▶ _Exercise description_:
Copy each line from the listing below where the word "Avenue" shows up.

= = = = =

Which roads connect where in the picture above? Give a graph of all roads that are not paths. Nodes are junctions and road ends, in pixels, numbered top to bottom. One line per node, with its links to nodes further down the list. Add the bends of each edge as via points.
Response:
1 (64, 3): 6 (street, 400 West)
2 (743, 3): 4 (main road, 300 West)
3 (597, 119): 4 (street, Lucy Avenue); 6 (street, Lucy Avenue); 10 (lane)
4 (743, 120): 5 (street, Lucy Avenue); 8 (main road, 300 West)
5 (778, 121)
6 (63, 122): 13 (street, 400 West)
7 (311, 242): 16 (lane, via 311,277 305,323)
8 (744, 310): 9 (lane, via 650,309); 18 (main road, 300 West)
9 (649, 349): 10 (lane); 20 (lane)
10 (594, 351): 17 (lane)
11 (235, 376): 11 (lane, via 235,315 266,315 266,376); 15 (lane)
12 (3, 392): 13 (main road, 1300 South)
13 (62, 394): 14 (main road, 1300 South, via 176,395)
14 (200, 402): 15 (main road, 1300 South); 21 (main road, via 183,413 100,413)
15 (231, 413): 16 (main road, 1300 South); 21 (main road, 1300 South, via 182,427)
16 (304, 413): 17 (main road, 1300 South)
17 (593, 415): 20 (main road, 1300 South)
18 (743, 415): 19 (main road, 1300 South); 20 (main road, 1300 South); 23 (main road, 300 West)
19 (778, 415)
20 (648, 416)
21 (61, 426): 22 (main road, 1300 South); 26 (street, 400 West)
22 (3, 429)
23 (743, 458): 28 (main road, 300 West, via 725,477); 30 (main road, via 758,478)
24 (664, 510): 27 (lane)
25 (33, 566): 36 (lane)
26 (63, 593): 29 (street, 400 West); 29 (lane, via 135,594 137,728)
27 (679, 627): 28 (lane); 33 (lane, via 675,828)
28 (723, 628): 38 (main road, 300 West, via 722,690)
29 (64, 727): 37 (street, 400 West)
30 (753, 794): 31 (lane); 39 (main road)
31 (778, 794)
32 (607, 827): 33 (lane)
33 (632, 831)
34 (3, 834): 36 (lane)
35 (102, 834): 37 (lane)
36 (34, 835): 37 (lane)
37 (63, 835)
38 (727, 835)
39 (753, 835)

= = = = =

▶ _Written solution_:
3 (597, 119): 4 (street, Lucy Avenue); 6 (street, Lucy Avenue); 10 (lane)
4 (743, 120): 5 (street, Lucy Avenue); 8 (main road, 300 West)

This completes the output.